Jim Denham

Researcher Profile

Professor Jim Denham

Professor Jim Denham has a distinguished track record in clinical cancer research having successfully coordinated many trials in the pursuit of improved treatments for people with cancers such as oesophageal, head and neck, breast and prostate.

Jim’s current research in prostate cancer illustrates the real contribution he is making to cancer treatment world-wide. Jim is coordinating one of the world’s largest prostate cancer trials which has shown that a hormone therapy given to men with localised but inoperable prostate cancer a few months before radiotherapy can help stop their cancer returning after treatment and reduce cancer deaths.

His long standing interest in clinical research traces back to his medical and research training in the UK. Having completed a project examining the natural history and progression of Follicular Non-Hodgkin’s Lymphomas, his research soon progressed into the areas of translational research, treatment delivery, and therapeutic trials.

In 1987 Jim was appointed Director of the Department of Radiation Oncology at the Newcastle Mater Hospital. Soon after, the Department took pride in becoming an inaugural member of the Trans Tasman Radiation Oncology Group (TROG), a multi-centre group committed to pursuing advances in radiation therapy through the conduct of clinical trials. In 1996 Jim established the Mater as the central coordination office for TROG which has grown to include over 100 members from 35 centres in New Zealand and Australia.

In The Lancet Oncology published March 2011, Professor Denham reported that the use of six months of AD had reduced prostate cancer death rates 10 years after treatment from 22 per cent to 11.4 per cent in the RADAR trial’s predecessor (TROG 96.01).

As part of the RADAR trial, Professor Denham is testing a drug called Zometa that is commonly used for preventing osteoporosis but he stopped the medication after it flared up his gout.

“Zometa reverses the loss in bone density that Lucrin and similar drugs can cause, but this isn’t the whole reason for it being in the RADAR trial design,” Professor Denham says.

“Our major hope is that it will prevent the appearance of metastases (secondary cancerous spread) into the bones.”

In another important milestone, toxicity and quality-of-life effects were studied in a cohort of 1000 men across 23 cancer centres in Australia and New Zealand, with very promising results published in The Lancet Oncology in November 2012.

“We obviously want better treatment outcomes but not at the price of severe side effects. I am highly encouraged by the quality-of-life findings, which are considerably better than anticipated.”

Professor Denham said that androgen deprivation had been previously shown to destroy millions of cancer cells which otherwise would thrive on testosterone. The downside, however, was that men experienced temporary symptoms similar to menopause.

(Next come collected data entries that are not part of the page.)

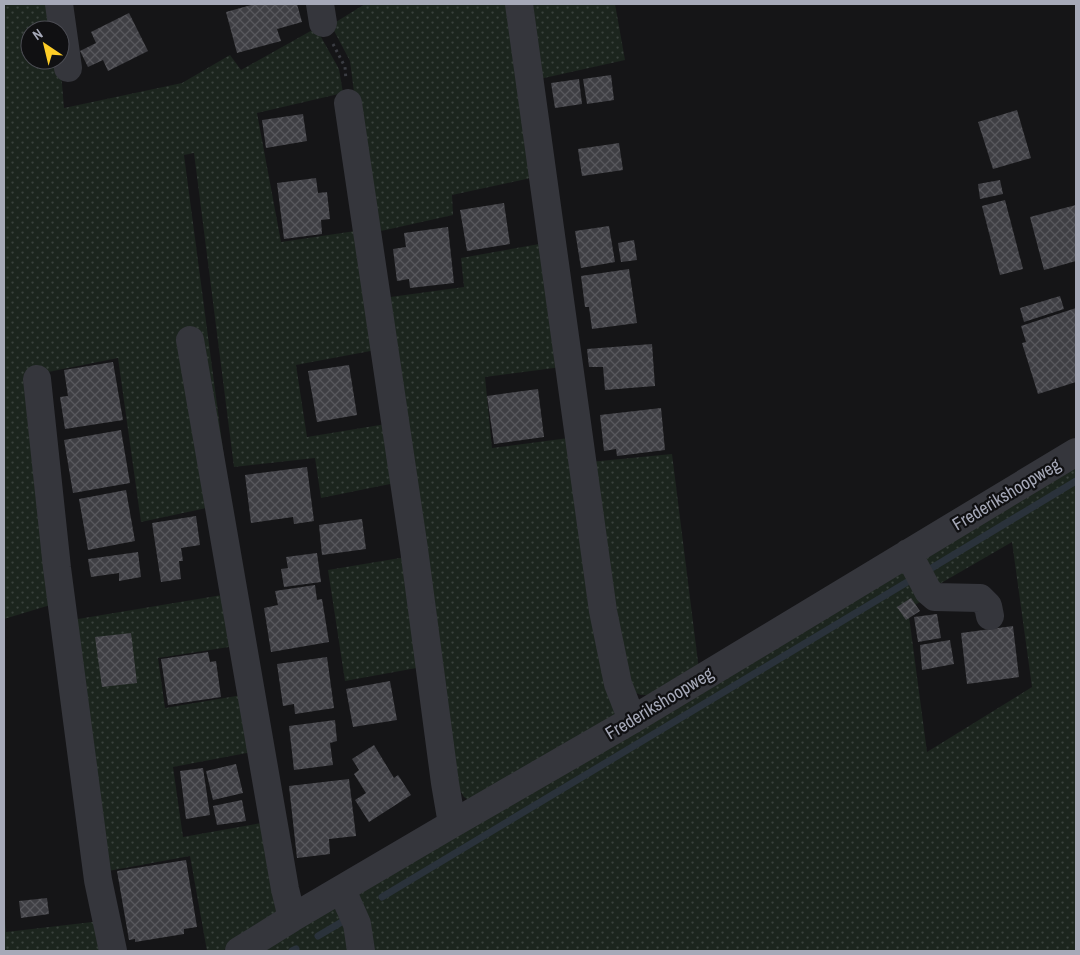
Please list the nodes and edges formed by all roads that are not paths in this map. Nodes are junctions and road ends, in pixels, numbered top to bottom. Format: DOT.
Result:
graph roads {
  1 [pos="59,4"];
  2 [pos="518,4"];
  3 [pos="61,20"];
  4 [pos="348,104"];
  5 [pos="190,340"];
  6 [pos="37,379"];
  7 [pos="1076,452"];
  8 [pos="908,553"];
  9 [pos="990,616"];
  10 [pos="632,720"];
  11 [pos="452,824"];
  12 [pos="342,890"];
  13 [pos="292,918"];
  14 [pos="113,951"];
  15 [pos="240,951"];
  16 [pos="361,951"];
  1 -- 3 [label="street"];
  2 -- 10 [label="street"];
  4 -- 11 [label="street"];
  5 -- 13 [label="street"];
  6 -- 14 [label="street"];
  7 -- 8 [label="street, Frederikshoopweg"];
  8 -- 9 [label="street"];
  8 -- 10 [label="street, Frederikshoopweg"];
  10 -- 11 [label="street, Frederikshoopweg"];
  11 -- 12 [label="street, Frederikshoopweg"];
  12 -- 13 [label="street, Frederikshoopweg"];
  12 -- 16 [label="street"];
  13 -- 15 [label="street, Frederikshoopweg"];
}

“In around one quarter of men side effects from androgen deprivation can be quite severe, with hot sweats, a reduction in libido and erectile dysfunction,” he said.

“Other repercussions caused by a year or more of hormone therapy include swelling of breasts, depression, loss of cognitive function, weakening of muscles, anaemia and bone fractures due to loss of mineral density.

“The side effects can be quite devastating for a man but we found that the additional 12 months of hormone therapy had little long-term impact compared to the standard treatment. The majority of men returned to normal once the therapy ceased.”

As a Senior Staff Specialist in Radiation Oncology at the Newcastle Mater Hospital and a Conjoint Professor to the University of Newcastle, Jim has added an important dimension to the profile of the Hunter region by making the University of Newcastle and the Mater Hospital important players in clinical research.